Confirming, Richard Bruce Cheney had not shot any lawyers this weekend. He did, however, manage to poke his formerly shot lawyer's lawyer in the eye with a fork; neutralize a legal aide with a furry projectile, later identified as his chambermaid's gerbil (confirmed dead, due to asphyxiation); and subject an unsuspecting legal intern to severe bruising and scarring (both physical and emotional) by leaving him alone in a room with a psychopathic ISTP ninja-cat. The Bar Association is assessing damages, licking its wounds, and is seriously considering raising the bar by adding a physical (Martial Arts) dimension to the exam, making it more brutal than ever. The decision, however, has not successfully passed the legal red tape yet, so Mr. Cheney is indeed OK thus far. As for having single-handedly trolled the Middle-East, that rumor is false. As an NTJ, Richard fully commits to his projects, which meant having a full bi-manual grip on the conflict. Richard has also made a few less-than-flattering remarks in the direction of his former INTP attorney, suggesting that said attorney had failed as Richard's "right hand" in the matter, and that said attorney has proved to be an "unpatriotic, conniving, sophist motherf*%er", whose irresponsible actions forced Richard to deviate from his original plan to engage and dirty his left hand only.


----------



## ae1905 (Jun 7, 2014)

Fluff'n'Fury said:


> ) clearly that cat is an ISTP psychopath... obviously and unmarked member of feline SWAT, ruthless, precise, no empathy for those sad sad puppy eyes... I grant you that all parties involved are thinkers, who else would stop in the middle of a fight to have a think..
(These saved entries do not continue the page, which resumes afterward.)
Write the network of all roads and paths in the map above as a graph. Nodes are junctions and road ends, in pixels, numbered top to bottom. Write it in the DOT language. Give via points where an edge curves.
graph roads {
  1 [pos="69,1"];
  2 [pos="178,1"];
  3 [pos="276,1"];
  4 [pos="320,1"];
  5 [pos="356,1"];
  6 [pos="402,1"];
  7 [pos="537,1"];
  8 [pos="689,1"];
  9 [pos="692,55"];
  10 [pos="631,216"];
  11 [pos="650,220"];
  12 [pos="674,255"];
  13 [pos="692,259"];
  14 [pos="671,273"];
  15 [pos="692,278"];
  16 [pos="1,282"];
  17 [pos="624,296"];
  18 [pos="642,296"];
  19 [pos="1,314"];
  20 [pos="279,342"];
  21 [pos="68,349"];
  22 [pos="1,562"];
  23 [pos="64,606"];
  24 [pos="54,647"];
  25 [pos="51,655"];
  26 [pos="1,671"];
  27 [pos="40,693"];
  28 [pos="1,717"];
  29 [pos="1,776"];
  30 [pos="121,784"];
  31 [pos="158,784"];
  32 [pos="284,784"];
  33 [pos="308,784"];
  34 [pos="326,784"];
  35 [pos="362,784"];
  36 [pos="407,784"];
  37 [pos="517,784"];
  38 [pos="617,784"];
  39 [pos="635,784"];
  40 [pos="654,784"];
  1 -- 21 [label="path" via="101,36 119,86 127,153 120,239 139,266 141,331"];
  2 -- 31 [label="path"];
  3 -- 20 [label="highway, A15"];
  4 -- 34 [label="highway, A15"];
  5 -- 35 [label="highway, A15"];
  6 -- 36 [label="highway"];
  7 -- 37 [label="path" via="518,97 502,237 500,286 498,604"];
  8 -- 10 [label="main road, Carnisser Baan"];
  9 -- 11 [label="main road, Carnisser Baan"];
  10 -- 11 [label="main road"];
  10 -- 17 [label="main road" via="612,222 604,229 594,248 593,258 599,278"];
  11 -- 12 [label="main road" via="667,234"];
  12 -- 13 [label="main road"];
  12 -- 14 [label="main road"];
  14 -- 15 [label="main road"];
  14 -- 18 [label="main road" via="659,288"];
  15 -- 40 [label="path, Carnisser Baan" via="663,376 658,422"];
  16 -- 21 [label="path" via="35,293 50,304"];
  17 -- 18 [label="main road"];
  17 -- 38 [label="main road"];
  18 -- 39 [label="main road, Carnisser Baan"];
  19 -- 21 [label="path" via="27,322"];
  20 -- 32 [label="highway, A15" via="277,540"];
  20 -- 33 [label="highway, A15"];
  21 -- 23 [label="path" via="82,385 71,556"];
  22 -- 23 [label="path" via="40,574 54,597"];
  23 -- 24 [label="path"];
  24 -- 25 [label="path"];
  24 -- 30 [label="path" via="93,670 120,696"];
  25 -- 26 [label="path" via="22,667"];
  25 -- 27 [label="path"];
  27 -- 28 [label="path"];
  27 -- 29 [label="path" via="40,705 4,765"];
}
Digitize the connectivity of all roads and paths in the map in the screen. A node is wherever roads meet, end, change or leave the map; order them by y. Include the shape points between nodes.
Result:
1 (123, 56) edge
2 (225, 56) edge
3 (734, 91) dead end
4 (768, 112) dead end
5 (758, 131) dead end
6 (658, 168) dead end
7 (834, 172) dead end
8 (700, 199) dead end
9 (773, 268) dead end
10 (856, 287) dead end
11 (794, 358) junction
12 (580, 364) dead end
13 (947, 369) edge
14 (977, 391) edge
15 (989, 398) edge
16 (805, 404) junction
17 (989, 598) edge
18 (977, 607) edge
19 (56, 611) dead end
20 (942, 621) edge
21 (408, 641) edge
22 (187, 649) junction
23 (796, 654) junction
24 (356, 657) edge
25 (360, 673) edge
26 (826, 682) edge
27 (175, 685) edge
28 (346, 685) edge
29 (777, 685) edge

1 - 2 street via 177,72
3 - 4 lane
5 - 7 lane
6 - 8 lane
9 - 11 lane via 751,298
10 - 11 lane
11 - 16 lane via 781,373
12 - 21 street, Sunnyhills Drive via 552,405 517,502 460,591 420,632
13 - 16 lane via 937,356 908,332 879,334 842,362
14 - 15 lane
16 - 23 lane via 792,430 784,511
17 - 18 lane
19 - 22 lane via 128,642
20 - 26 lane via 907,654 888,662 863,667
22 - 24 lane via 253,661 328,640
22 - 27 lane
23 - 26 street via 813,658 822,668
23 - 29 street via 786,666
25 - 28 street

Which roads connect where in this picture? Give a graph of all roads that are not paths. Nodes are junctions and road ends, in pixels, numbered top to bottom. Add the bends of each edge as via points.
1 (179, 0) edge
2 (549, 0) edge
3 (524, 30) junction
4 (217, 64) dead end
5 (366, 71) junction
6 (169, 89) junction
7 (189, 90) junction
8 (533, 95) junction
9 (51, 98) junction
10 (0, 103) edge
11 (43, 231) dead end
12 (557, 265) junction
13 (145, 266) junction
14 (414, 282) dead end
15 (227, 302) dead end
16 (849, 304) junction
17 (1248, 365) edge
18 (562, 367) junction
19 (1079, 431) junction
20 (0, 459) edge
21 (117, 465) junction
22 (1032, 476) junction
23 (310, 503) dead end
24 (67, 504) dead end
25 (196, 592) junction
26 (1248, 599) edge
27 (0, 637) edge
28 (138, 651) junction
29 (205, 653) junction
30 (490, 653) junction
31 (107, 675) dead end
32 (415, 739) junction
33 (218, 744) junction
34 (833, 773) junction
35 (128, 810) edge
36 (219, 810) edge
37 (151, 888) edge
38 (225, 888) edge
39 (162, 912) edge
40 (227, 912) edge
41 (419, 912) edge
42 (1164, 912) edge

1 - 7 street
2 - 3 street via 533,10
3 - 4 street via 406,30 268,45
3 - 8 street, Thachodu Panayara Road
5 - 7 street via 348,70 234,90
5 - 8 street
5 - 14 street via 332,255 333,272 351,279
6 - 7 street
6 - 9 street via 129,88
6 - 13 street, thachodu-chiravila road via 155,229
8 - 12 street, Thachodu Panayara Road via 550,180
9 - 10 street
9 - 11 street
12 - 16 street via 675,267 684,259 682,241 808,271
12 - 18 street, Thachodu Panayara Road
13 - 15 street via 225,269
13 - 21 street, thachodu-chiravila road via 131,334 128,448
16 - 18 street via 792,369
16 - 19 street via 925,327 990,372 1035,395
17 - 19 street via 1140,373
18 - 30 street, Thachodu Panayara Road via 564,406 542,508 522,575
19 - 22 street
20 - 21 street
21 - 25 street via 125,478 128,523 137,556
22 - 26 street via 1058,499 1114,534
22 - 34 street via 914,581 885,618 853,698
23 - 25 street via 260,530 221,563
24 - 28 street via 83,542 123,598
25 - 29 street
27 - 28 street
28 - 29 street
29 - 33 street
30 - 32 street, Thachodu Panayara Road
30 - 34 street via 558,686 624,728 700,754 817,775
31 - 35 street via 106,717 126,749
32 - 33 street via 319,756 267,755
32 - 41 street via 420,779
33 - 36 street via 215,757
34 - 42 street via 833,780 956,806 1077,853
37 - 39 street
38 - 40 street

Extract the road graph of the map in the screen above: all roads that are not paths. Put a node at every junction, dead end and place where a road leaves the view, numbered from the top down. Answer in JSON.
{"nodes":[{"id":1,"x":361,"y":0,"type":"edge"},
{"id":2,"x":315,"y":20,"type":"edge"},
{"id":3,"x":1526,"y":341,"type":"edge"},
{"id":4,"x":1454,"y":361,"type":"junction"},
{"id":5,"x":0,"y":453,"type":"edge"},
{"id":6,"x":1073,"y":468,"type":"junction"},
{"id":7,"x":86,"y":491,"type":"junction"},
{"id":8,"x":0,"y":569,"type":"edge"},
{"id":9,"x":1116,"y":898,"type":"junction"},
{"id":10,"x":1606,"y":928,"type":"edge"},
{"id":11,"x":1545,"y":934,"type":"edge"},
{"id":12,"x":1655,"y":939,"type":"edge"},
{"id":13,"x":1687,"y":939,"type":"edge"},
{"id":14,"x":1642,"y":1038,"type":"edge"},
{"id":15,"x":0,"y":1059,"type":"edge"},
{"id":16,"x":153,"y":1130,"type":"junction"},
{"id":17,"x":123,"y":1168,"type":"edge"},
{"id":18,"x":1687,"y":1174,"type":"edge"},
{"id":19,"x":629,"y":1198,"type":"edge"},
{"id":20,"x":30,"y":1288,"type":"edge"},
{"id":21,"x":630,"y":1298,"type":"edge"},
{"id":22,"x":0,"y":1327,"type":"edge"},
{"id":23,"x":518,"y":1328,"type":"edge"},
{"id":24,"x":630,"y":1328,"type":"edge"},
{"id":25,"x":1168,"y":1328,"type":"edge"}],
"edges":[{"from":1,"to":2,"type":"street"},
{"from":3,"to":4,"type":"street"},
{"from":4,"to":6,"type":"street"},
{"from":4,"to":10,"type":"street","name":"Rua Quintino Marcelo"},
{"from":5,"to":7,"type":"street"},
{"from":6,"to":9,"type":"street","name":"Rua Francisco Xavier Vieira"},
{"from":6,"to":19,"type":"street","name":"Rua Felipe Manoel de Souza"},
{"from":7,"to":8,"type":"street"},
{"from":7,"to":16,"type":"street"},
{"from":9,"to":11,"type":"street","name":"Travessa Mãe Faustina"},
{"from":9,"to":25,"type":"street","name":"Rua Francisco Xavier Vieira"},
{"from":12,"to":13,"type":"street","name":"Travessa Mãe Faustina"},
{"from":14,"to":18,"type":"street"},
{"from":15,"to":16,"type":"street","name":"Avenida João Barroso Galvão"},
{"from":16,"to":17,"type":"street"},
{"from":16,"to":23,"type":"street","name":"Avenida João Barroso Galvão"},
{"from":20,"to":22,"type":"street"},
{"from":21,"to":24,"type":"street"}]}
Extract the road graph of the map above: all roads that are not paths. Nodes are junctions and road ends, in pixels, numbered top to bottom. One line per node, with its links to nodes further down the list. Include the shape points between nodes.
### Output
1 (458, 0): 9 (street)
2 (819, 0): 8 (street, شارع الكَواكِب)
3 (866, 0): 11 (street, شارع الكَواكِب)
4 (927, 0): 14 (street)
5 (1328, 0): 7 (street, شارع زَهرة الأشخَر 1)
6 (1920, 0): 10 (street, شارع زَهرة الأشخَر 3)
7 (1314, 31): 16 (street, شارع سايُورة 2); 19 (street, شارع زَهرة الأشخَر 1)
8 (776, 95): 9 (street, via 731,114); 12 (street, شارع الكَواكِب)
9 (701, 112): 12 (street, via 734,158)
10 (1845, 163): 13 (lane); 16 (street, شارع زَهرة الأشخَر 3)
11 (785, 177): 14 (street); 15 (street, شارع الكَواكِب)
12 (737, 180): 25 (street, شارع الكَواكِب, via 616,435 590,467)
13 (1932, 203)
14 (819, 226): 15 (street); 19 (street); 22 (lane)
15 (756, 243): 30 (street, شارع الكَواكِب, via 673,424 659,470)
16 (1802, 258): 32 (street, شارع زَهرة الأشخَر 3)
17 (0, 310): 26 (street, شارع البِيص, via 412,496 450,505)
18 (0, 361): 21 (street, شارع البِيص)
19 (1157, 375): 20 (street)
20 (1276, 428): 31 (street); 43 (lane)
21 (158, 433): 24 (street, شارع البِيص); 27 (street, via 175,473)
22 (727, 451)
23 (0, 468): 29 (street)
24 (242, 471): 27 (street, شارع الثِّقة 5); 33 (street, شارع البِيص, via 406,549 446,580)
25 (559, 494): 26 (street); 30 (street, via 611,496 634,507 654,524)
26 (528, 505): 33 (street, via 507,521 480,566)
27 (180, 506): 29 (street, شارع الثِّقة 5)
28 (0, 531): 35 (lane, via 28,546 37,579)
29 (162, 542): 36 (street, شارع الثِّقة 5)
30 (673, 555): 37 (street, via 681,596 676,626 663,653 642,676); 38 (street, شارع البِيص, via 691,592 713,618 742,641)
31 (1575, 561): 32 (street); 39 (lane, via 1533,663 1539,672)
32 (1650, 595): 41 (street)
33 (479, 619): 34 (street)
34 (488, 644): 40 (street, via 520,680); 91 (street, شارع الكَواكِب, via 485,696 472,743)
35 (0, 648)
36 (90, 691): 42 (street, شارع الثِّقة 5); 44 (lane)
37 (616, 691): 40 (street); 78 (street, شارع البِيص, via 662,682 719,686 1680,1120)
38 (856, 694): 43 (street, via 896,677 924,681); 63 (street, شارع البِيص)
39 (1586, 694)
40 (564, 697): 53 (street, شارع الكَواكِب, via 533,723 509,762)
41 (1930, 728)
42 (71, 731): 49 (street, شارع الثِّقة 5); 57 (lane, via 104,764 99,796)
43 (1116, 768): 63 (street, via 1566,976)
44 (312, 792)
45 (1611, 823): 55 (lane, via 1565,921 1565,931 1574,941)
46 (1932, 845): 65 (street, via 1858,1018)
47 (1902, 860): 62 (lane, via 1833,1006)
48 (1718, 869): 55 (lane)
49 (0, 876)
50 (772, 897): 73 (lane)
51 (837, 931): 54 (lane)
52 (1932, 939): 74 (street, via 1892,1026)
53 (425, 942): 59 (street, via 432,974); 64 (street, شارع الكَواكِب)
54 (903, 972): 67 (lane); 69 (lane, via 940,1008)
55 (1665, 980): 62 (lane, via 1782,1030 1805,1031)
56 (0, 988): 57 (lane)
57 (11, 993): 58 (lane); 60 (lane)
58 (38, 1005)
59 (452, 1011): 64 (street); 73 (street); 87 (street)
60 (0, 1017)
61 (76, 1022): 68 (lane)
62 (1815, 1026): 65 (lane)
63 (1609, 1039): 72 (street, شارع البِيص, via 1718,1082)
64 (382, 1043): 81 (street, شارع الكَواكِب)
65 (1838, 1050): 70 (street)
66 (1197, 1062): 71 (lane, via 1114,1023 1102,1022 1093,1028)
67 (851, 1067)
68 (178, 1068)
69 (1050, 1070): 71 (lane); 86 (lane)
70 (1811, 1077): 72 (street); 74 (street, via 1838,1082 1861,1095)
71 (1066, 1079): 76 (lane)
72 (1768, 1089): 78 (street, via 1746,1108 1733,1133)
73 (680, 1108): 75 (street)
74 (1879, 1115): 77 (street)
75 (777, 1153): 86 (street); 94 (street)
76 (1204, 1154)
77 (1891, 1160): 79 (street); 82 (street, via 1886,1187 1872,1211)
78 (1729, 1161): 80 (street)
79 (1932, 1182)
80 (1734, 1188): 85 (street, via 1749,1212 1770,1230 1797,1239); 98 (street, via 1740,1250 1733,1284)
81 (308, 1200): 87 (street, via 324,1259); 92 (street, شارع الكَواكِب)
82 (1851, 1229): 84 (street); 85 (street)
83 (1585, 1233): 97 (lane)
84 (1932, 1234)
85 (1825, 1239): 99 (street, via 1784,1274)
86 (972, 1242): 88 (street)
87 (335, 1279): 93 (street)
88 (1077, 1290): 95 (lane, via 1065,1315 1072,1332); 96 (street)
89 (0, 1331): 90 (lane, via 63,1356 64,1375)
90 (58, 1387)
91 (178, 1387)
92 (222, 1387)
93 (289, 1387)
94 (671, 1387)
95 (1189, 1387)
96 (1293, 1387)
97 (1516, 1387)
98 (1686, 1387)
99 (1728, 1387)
no, you know they're all thinkers cuz no-one stops to bawl his eyes out 

and, yes, that _is _the INTP Mastermind kitty, Putin his doggie minions in their place...doggies like to stray and, like Kim Jong-un and other wise leaders, kitty knows the importance of PR and comes out of his hideaway every now and then to demonstrate his supreme kitty powers and keep his wayward pooches in line...btw, can you tell which doggie is INTJ Dickhead?


----------



## FluffyTheAnarchist (Sep 9, 2013)

ae1905 said:


> no, you know they're all thinkers cuz no-one stops to bawl his eyes out
> 
> and, yes, that _is _the INTP Mastermind kitty, Putin his doggie minions in their place...doggies like to stray and, like Kim Jong-un and other wise leaders, kitty knows the importance of PR and comes out of his hideaway every now and then to demonstrate his supreme kitty powers and keep his wayward pooches in line...btw, can you tell which doggie is INTJ Dickhead?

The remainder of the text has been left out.